*** GIVEN RECORDS

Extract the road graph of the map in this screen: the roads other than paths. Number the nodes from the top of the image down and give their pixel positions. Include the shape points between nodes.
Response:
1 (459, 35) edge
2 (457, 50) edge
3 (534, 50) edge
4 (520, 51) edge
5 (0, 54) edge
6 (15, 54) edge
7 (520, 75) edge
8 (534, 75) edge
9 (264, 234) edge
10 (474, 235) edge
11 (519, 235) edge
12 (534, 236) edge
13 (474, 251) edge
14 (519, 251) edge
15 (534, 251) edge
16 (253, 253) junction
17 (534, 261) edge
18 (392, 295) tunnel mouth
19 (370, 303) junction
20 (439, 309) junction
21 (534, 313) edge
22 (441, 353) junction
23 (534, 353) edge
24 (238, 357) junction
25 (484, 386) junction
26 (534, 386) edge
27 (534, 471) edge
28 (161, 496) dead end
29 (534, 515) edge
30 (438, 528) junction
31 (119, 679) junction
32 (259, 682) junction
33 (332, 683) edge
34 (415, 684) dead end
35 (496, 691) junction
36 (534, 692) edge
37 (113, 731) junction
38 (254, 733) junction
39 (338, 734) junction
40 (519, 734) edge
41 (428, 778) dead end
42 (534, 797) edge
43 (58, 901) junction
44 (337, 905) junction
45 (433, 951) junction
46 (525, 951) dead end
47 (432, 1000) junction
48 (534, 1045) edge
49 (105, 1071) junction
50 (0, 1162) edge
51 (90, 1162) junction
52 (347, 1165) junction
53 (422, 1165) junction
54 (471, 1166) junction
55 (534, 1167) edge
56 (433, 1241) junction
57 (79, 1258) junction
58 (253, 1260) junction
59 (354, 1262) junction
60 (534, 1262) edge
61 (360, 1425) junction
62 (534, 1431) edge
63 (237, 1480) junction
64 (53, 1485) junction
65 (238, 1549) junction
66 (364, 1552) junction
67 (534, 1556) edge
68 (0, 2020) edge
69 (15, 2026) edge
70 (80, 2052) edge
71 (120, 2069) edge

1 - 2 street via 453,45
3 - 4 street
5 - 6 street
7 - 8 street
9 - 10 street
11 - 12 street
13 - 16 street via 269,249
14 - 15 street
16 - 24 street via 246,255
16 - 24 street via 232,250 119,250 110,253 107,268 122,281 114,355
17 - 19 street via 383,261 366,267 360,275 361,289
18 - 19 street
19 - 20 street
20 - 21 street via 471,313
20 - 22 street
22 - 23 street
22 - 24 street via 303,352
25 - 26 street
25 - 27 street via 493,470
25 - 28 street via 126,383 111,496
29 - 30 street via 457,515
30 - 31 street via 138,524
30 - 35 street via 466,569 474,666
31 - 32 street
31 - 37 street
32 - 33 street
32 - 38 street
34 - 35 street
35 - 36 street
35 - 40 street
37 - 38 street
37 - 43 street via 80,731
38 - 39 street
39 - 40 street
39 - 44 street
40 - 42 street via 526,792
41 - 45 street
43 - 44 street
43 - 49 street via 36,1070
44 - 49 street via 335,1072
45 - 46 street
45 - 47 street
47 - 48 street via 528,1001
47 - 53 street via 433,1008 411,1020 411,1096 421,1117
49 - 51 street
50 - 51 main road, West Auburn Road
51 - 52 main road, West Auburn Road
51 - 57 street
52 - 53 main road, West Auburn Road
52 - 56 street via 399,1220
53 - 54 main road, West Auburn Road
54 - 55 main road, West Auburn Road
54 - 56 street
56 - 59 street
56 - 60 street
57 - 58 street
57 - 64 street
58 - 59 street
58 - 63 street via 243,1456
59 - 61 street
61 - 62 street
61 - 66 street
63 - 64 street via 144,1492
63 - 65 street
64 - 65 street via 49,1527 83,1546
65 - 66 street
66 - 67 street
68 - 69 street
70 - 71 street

******

**WORK TO COMPLETE**
Copy only the lines in the listing that contain "West".

**SOLUTION TO THE PROBLEM**
50 - 51 main road, West Auburn Road
51 - 52 main road, West Auburn Road
52 - 53 main road, West Auburn Road
53 - 54 main road, West Auburn Road
54 - 55 main road, West Auburn Road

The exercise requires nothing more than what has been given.